A bancada federal alagoana se reuniu, ontem à noite, com prefeitos das cidades atingidas pelas enchentes de junho de 2010, com o objetivo de entrarem em acordo sobre as providências a serem tomadas para a agilização da entrega das casas para as famílias desabrigadas e a forma como as moradias serão pagas.

A recomendação do governo federal é para que as 16 mil pessoas que ainda estão morando debaixo de lonas sejam cadastradas no programa “Minha Casa, Minha Vida”. Mas a proposta foi rechaçada pela bancada federal alagoana, uma vez que deputados e senadores entendem que, entre as famílias que perderam todos os seus bens, muitas não têm renda fixa para aderir a qualquer programa de financiamento.

O deputado federal João Lyra (PSD) advertiu que não é justo nem com os desabrigados nem com as prefeituras que paguem pela construção das casas. “É um absurdo achar que as famílias atingidas pelas enchentes ainda terão de pagar pelas moradias. Desde o primeiro momento, tenho reagido contra essa ideia, porque o trabalhador não pode nem sonhar com isso”, disse.

João Lyra reconheceu que a união da bancada, tanto federal como estadual, deve ser efetiva para que o governo de Alagoas abata da verba que usa para pagar a dívida com a União para construir as casas. Ele apresentou a proposta de que o Estado, ao pagar pelas casas, obtenha redução na dívida que tem com a União. “O que eu não concordo é que o povo ou a prefeitura pague por isso. Tenho recomendado aos trabalhadores que, se vierem com cobrança, com contrato, não assinem, advertiu.
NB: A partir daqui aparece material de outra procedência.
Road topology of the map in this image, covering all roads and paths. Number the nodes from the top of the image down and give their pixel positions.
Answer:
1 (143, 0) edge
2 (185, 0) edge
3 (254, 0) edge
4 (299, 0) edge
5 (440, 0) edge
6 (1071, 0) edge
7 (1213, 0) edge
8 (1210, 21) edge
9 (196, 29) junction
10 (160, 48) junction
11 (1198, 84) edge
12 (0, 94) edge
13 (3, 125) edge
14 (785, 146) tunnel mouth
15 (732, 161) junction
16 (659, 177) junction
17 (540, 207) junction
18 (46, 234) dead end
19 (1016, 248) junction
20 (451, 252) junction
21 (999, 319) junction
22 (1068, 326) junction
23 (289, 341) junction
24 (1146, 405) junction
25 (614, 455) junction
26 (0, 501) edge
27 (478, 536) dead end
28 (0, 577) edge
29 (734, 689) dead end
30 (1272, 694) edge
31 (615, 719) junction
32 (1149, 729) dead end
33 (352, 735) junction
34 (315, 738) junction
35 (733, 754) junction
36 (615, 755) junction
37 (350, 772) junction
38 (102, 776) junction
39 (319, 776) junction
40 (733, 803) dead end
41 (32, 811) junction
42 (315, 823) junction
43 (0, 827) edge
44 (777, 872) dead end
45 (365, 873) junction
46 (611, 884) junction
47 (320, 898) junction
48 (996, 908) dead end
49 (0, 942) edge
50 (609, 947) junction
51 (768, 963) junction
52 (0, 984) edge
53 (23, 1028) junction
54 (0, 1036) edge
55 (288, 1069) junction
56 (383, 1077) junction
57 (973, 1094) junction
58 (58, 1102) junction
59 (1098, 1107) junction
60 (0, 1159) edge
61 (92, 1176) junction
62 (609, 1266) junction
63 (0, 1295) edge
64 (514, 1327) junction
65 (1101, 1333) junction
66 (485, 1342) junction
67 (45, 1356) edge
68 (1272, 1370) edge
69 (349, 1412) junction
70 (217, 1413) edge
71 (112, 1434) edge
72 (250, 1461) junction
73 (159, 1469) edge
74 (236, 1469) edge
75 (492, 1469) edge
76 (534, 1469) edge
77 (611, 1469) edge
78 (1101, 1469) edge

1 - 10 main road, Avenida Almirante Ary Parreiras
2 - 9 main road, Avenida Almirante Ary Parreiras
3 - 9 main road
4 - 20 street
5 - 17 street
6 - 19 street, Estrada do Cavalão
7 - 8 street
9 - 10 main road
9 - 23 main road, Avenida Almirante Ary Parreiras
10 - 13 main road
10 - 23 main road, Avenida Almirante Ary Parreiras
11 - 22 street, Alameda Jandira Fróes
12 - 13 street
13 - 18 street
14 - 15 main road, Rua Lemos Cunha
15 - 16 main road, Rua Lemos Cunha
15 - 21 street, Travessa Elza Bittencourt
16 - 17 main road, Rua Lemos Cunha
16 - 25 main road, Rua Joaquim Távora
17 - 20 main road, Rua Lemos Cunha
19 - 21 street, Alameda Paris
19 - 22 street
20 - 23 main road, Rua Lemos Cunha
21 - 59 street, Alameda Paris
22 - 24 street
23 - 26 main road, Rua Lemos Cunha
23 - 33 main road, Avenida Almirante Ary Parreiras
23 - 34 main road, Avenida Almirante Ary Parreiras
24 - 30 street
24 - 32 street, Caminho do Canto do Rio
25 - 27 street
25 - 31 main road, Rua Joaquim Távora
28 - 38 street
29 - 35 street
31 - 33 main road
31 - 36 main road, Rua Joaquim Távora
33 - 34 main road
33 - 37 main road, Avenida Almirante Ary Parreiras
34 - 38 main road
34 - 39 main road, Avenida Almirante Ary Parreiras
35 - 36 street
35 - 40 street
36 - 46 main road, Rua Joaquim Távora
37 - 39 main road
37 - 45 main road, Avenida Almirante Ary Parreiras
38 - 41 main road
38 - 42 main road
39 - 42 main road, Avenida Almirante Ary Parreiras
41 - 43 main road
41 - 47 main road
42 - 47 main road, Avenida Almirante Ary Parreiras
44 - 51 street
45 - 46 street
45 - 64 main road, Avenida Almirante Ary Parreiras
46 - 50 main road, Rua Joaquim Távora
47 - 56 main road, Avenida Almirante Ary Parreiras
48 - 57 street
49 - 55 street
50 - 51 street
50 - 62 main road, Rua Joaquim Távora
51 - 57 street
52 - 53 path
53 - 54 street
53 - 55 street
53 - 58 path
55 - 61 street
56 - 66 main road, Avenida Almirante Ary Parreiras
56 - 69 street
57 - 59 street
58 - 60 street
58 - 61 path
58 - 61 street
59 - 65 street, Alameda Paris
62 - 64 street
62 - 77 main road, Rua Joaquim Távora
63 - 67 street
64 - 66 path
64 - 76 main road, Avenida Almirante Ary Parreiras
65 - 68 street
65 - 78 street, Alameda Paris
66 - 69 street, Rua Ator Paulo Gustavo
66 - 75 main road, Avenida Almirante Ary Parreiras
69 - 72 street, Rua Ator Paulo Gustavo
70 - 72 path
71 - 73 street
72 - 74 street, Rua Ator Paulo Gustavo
O deputado estadual Dudu Holanda (PSD), que participou da reunião, disse ter achado a ideia de João Lyra excelente e considerou que reunião de ontem deu bom encaminhamento às questões.

O deputado federal Renan Filho (PMDB) saiu em defesa da proposta de João Lyra, para que o governo estadual encontre uma solução junto ao Palácio do Planalto. Já o deputado federal Maurício Quintella (PR) ressaltou que é de se admirar que um país como o Brasil não tenha um programa sequer para socorrer vítimas de catástrofes naturais.
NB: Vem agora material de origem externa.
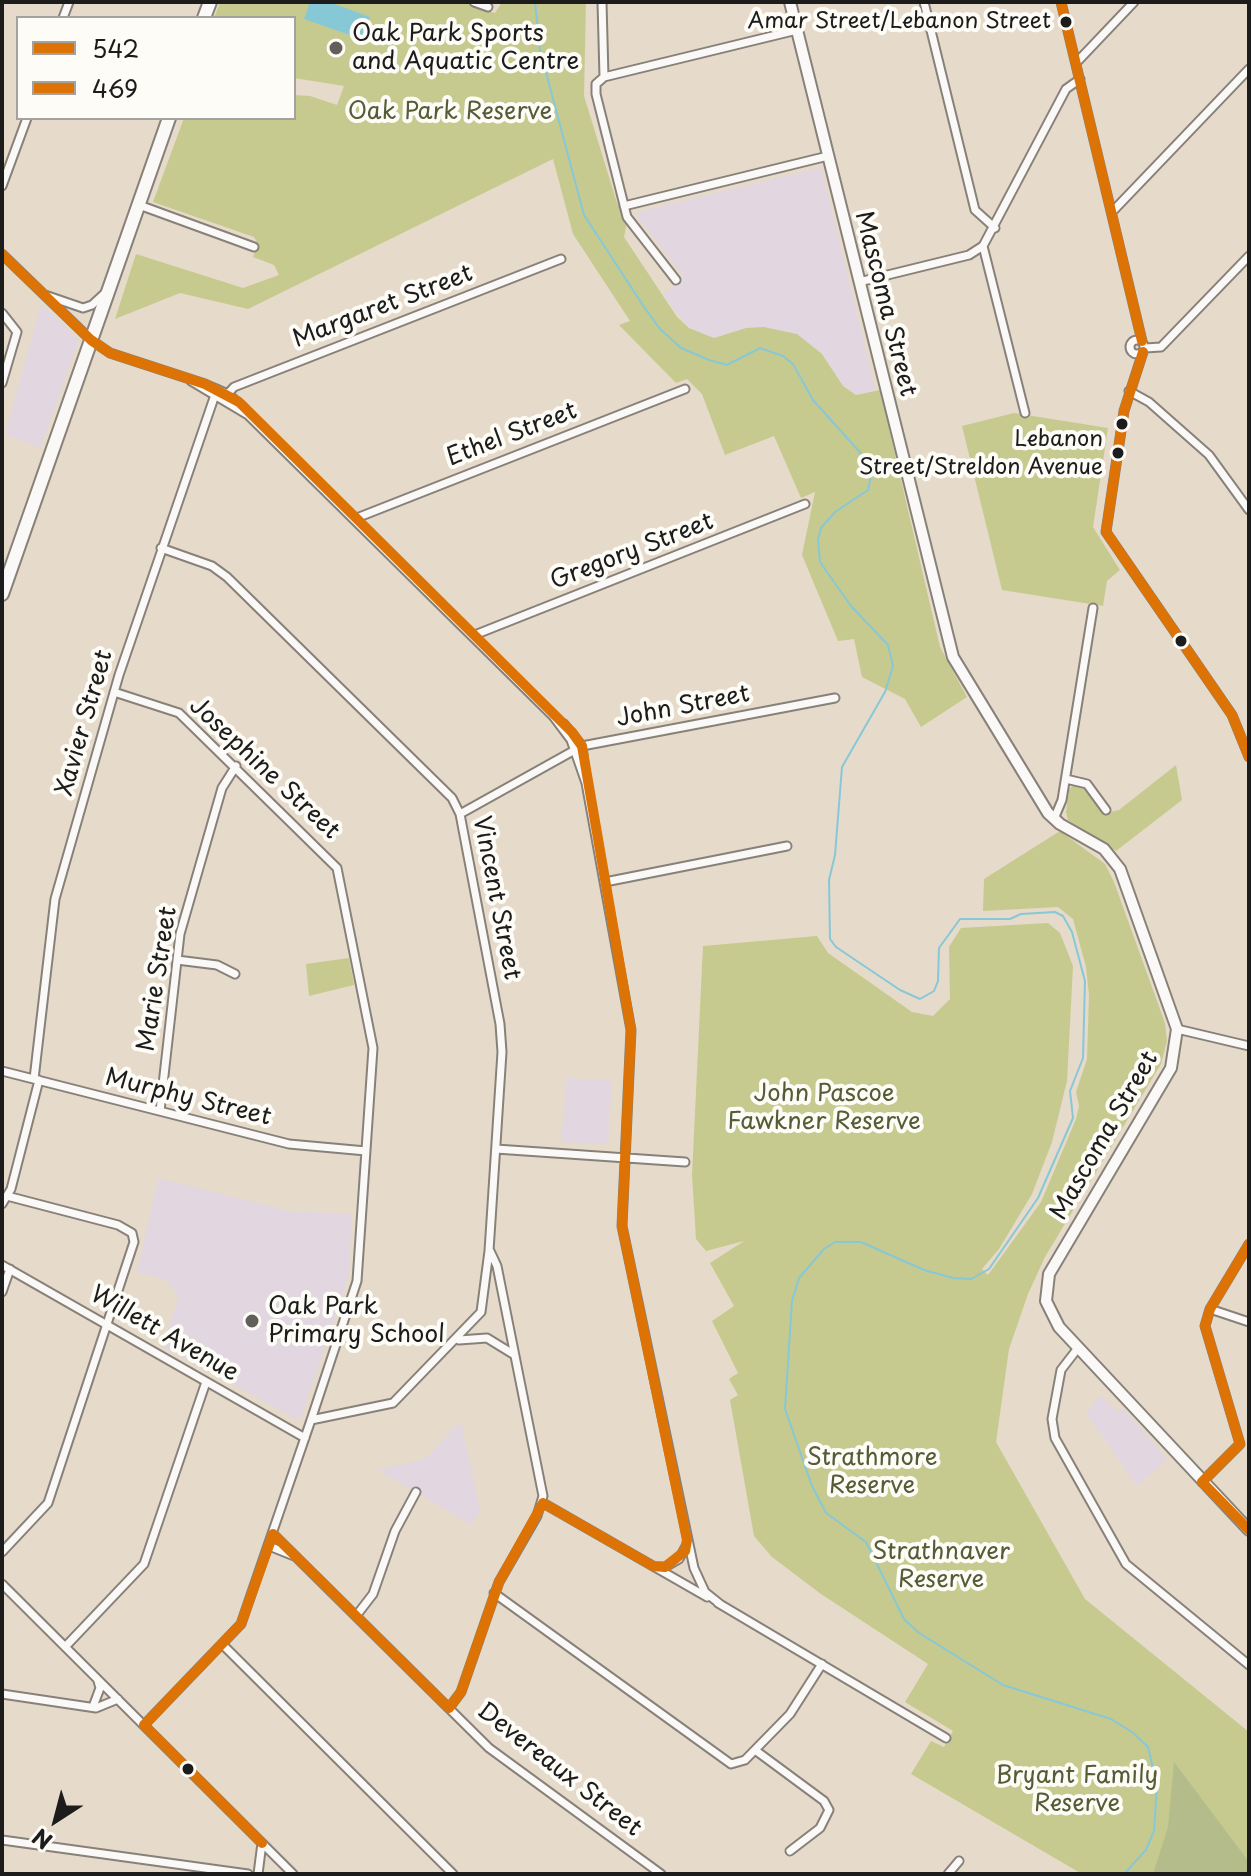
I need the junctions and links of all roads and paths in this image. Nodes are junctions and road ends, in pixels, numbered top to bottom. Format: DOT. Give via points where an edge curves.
graph roads {
  1 [pos="474,2"];
  2 [pos="602,2"];
  3 [pos="790,2"];
  4 [pos="924,2"];
  5 [pos="1061,2"];
  6 [pos="1134,2"];
  7 [pos="488,7"];
  8 [pos="797,30"];
  9 [pos="1076,63"];
  10 [pos="1249,69"];
  11 [pos="604,77"];
  12 [pos="1080,79"];
  13 [pos="26,120"];
  14 [pos="168,120"];
  15 [pos="828,156"];
  16 [pos="2,186"];
  17 [pos="139,205"];
  18 [pos="624,206"];
  19 [pos="1112,212"];
  20 [pos="995,228"];
  21 [pos="983,246"];
  22 [pos="254,247"];
  23 [pos="2,254"];
  24 [pos="1249,256"];
  25 [pos="561,259"];
  26 [pos="676,280"];
  27 [pos="859,282"];
  28 [pos="111,287"];
  29 [pos="43,294"];
  30 [pos="2,313"];
  31 [pos="91,340"];
  32 [pos="1140,346"];
  33 [pos="1135,371"];
  34 [pos="2,383"];
  35 [pos="1130,388"];
  36 [pos="685,389"];
  37 [pos="216,391"];
  38 [pos="226,396"];
  39 [pos="1025,413"];
  40 [pos="805,504"];
  41 [pos="1249,510"];
  42 [pos="354,519"];
  43 [pos="161,548"];
  44 [pos="2,594"];
  45 [pos="1093,608"];
  46 [pos="472,636"];
  47 [pos="114,692"];
  48 [pos="835,698"];
  49 [pos="553,716"];
  50 [pos="582,746"];
  51 [pos="575,753"];
  52 [pos="1249,757"];
  53 [pos="236,766"];
  54 [pos="1066,779"];
  55 [pos="586,783"];
  56 [pos="1106,810"];
  57 [pos="460,814"];
  58 [pos="1054,819"];
  59 [pos="787,846"];
  60 [pos="605,882"];
  61 [pos="177,960"];
  62 [pos="235,974"];
  63 [pos="1177,1029"];
  64 [pos="1249,1046"];
  65 [pos="2,1071"];
  66 [pos="36,1080"];
  67 [pos="160,1111"];
  68 [pos="366,1151"];
  69 [pos="495,1151"];
  70 [pos="624,1158"];
  71 [pos="685,1162"];
  72 [pos="7,1196"];
  73 [pos="2,1204"];
  74 [pos="1249,1244"];
  75 [pos="489,1251"];
  76 [pos="6,1267"];
  77 [pos="488,1274"];
  78 [pos="499,1286"];
  79 [pos="2,1292"];
  80 [pos="1210,1309"];
  81 [pos="1249,1322"];
  82 [pos="108,1325"];
  83 [pos="451,1345"];
  84 [pos="1078,1348"];
  85 [pos="514,1355"];
  86 [pos="206,1382"];
  87 [pos="311,1420"];
  88 [pos="305,1438"];
  89 [pos="1202,1482"];
  90 [pos="416,1492"];
  91 [pos="543,1503"];
  92 [pos="1249,1530"];
  93 [pos="273,1534"];
  94 [pos="687,1540"];
  95 [pos="269,1546"];
  96 [pos="2,1552"];
  97 [pos="299,1560"];
  98 [pos="653,1566"];
  99 [pos="2,1584"];
  100 [pos="494,1593"];
  101 [pos="720,1604"];
  102 [pos="356,1616"];
  103 [pos="223,1645"];
  104 [pos="65,1647"];
  105 [pos="822,1664"];
  106 [pos="1249,1665"];
  107 [pos="98,1679"];
  108 [pos="2,1694"];
  109 [pos="115,1697"];
  110 [pos="91,1705"];
  111 [pos="449,1708"];
  112 [pos="144,1725"];
  113 [pos="946,1738"];
  114 [pos="755,1750"];
  115 [pos="2,1840"];
  116 [pos="262,1843"];
  117 [pos="790,1851"];
  118 [pos="959,1861"];
  119 [pos="248,1874"];
  120 [pos="258,1874"];
  121 [pos="293,1874"];
  122 [pos="453,1874"];
  123 [pos="661,1874"];
  124 [pos="948,1874"];
  1 -- 7 [label="street"];
  2 -- 11 [label="street"];
  3 -- 8 [label="main road, Mascoma Street"];
  4 -- 20 [label="street" via="975,210"];
  5 -- 9 [label="street"];
  6 -- 9 [label="street"];
  8 -- 11 [label="street"];
  8 -- 15 [label="main road, Mascoma Street"];
  9 -- 12 [label="street"];
  10 -- 19 [label="street"];
  11 -- 18 [label="street" via="596,84 596,94"];
  12 -- 19 [label="street"];
  12 -- 20 [label="street" via="1066,89"];
  13 -- 16 [label="street"];
  14 -- 17 [label="main road"];
  15 -- 18 [label="street"];
  15 -- 27 [label="main road, Mascoma Street"];
  17 -- 22 [label="street"];
  17 -- 28 [label="main road"];
  18 -- 26 [label="street"];
  19 -- 32 [label="street"];
  20 -- 21 [label="street"];
  21 -- 27 [label="street" via="969,255"];
  21 -- 39 [label="street"];
  23 -- 29 [label="street"];
  24 -- 32 [label="street" via="1161,347"];
  25 -- 38 [label="street, Margaret Street" via="234,387"];
  27 -- 58 [label="main road, Mascoma Street" via="948,643 960,671"];
  28 -- 29 [label="street" via="83,308"];
  28 -- 31 [label="main road"];
  29 -- 31 [label="street"];
  30 -- 34 [label="street" via="17,332"];
  31 -- 37 [label="street" via="110,353"];
  31 -- 44 [label="main road"];
  32 -- 33 [label="street"];
  32 -- 33 [label="street" via="1132,353"];
  33 -- 35 [label="street"];
  35 -- 41 [label="street" via="1209,455"];
  35 -- 52 [label="street" via="1106,532 1232,715"];
  36 -- 42 [label="street, Ethel Street"];
  37 -- 38 [label="street"];
  37 -- 43 [label="street, Xavier Street"];
  38 -- 42 [label="street"];
  40 -- 46 [label="street, Gregory Street"];
  42 -- 46 [label="street"];
  43 -- 47 [label="street, Xavier Street"];
  43 -- 57 [label="street, Vincent Street" via="212,566 227,577 452,798"];
  45 -- 54 [label="street"];
  46 -- 49 [label="street"];
  47 -- 53 [label="street, Josephine Street" via="179,713"];
  47 -- 66 [label="street, Xavier Street" via="52,914"];
  48 -- 50 [label="street, John Street"];
  49 -- 50 [label="street"];
  49 -- 51 [label="street"];
  50 -- 51 [label="street"];
  50 -- 55 [label="street"];
  51 -- 55 [label="street"];
  51 -- 57 [label="street"];
  53 -- 61 [label="street, Marie Street" via="222,788"];
  53 -- 68 [label="street, Josephine Street" via="330,859 340,877 373,1048"];
  54 -- 56 [label="street" via="1087,784"];
  54 -- 58 [label="street"];
  55 -- 60 [label="street"];
  57 -- 69 [label="street, Vincent Street" via="502,1037"];
  58 -- 63 [label="main road, Mascoma Street" via="1104,849 1120,869"];
  59 -- 60 [label="street"];
  60 -- 70 [label="street" via="631,1030"];
  61 -- 62 [label="street" via="217,965"];
  61 -- 67 [label="street, Marie Street"];
  63 -- 64 [label="street"];
  63 -- 84 [label="main road, Mascoma Street" via="1176,1051 1165,1080 1046,1280 1050,1314"];
  65 -- 66 [label="street, Murphy Street"];
  66 -- 67 [label="street, Murphy Street"];
  66 -- 72 [label="street, Xavier Street"];
  67 -- 68 [label="street, Murphy Street" via="289,1144"];
  68 -- 87 [label="street, Josephine Street" via="357,1281"];
  69 -- 70 [label="street"];
  69 -- 75 [label="street, Vincent Street"];
  70 -- 71 [label="street"];
  70 -- 94 [label="street" via="622,1226"];
  72 -- 73 [label="street, Xavier Street"];
  72 -- 82 [label="street" via="132,1233 134,1247"];
  74 -- 80 [label="street"];
  75 -- 77 [label="street, Vincent Street"];
  75 -- 78 [label="street, Vincent Street"];
  76 -- 79 [label="street"];
  76 -- 82 [label="street, Willett Avenue"];
  77 -- 78 [label="street"];
  77 -- 83 [label="street, Vincent Street" via="481,1312"];
  78 -- 85 [label="street, Vincent Street"];
  80 -- 81 [label="street"];
  80 -- 89 [label="street" via="1206,1330 1240,1439 1237,1450"];
  82 -- 86 [label="street, Willett Avenue"];
  82 -- 96 [label="street" via="48,1503"];
  83 -- 85 [label="street" via="467,1337 487,1338"];
  83 -- 87 [label="street, Vincent Street" via="393,1403"];
  84 -- 89 [label="main road, Mascoma Street"];
  84 -- 106 [label="street" via="1061,1370 1052,1419 1055,1438 1126,1564"];
  85 -- 91 [label="street, Vincent Street"];
  86 -- 88 [label="street, Willett Avenue"];
  86 -- 104 [label="street" via="144,1564"];
  87 -- 88 [label="street, Josephine Street"];
  88 -- 93 [label="street, Josephine Street"];
  89 -- 92 [label="main road, Mascoma Street"];
  90 -- 102 [label="street" via="395,1531 373,1594"];
  91 -- 98 [label="street"];
  91 -- 100 [label="street"];
  93 -- 95 [label="street, Josephine Street"];
  93 -- 97 [label="street, Devereaux Street"];
  94 -- 98 [label="street" via="679,1559 665,1567"];
  94 -- 101 [label="street" via="701,1586"];
  95 -- 97 [label="street, Devereaux Street"];
  95 -- 103 [label="street, Josephine Street" via="241,1624"];
  97 -- 102 [label="street, Devereaux Street"];
  98 -- 101 [label="street"];
  99 -- 104 [label="street"];
  100 -- 111 [label="street" via="461,1692"];
  100 -- 114 [label="street" via="726,1762 741,1763"];
  101 -- 105 [label="street"];
  102 -- 111 [label="street, Devereaux Street"];
  103 -- 112 [label="street, Josephine Street"];
  103 -- 122 [label="street"];
  104 -- 107 [label="street"];
  105 -- 113 [label="street"];
  105 -- 114 [label="street" via="794,1710"];
  107 -- 109 [label="street"];
  107 -- 110 [label="street" via="100,1688"];
  108 -- 110 [label="street"];
  109 -- 110 [label="street" via="106,1707"];
  109 -- 112 [label="street"];
  111 -- 123 [label="street, Devereaux Street" via="501,1757"];
  112 -- 116 [label="street"];
  114 -- 117 [label="street" via="829,1810 820,1828"];
  115 -- 119 [label="street"];
  116 -- 120 [label="street"];
  116 -- 121 [label="street"];
  118 -- 124 [label="street"];
}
“Quando acontece alguma calamidade no Haiti, por exemplo, o país prontamente envia seu socorro. E, quando algo acontece dentro no país, o governo demora a viabilizar alguma solução”, complementou.

Os parlamentares também pretendem apresentar um pedido de abertura de uma exceção para casos de vítimas de catástrofes naturais no Programa Emergencial de Construção (PEC) e levar o governo a assumir com a responsabilidade da construção das moradias. Outra alternativa a ser apresentada pela bancada de Alagoas é para que seja feita uma emenda no Orçamento, destinando R$ 150 milhões para a conclusão das casas ou que a presidenta Dilma Rousseff edite Medida Provisória, nesse valor.

O governo do Estado foi representado pelo secretário de Articulação Política, Rogério Teófilo. Hoje, o grupo tem uma reunião com o ministro das Cidades, Mário Negromonte.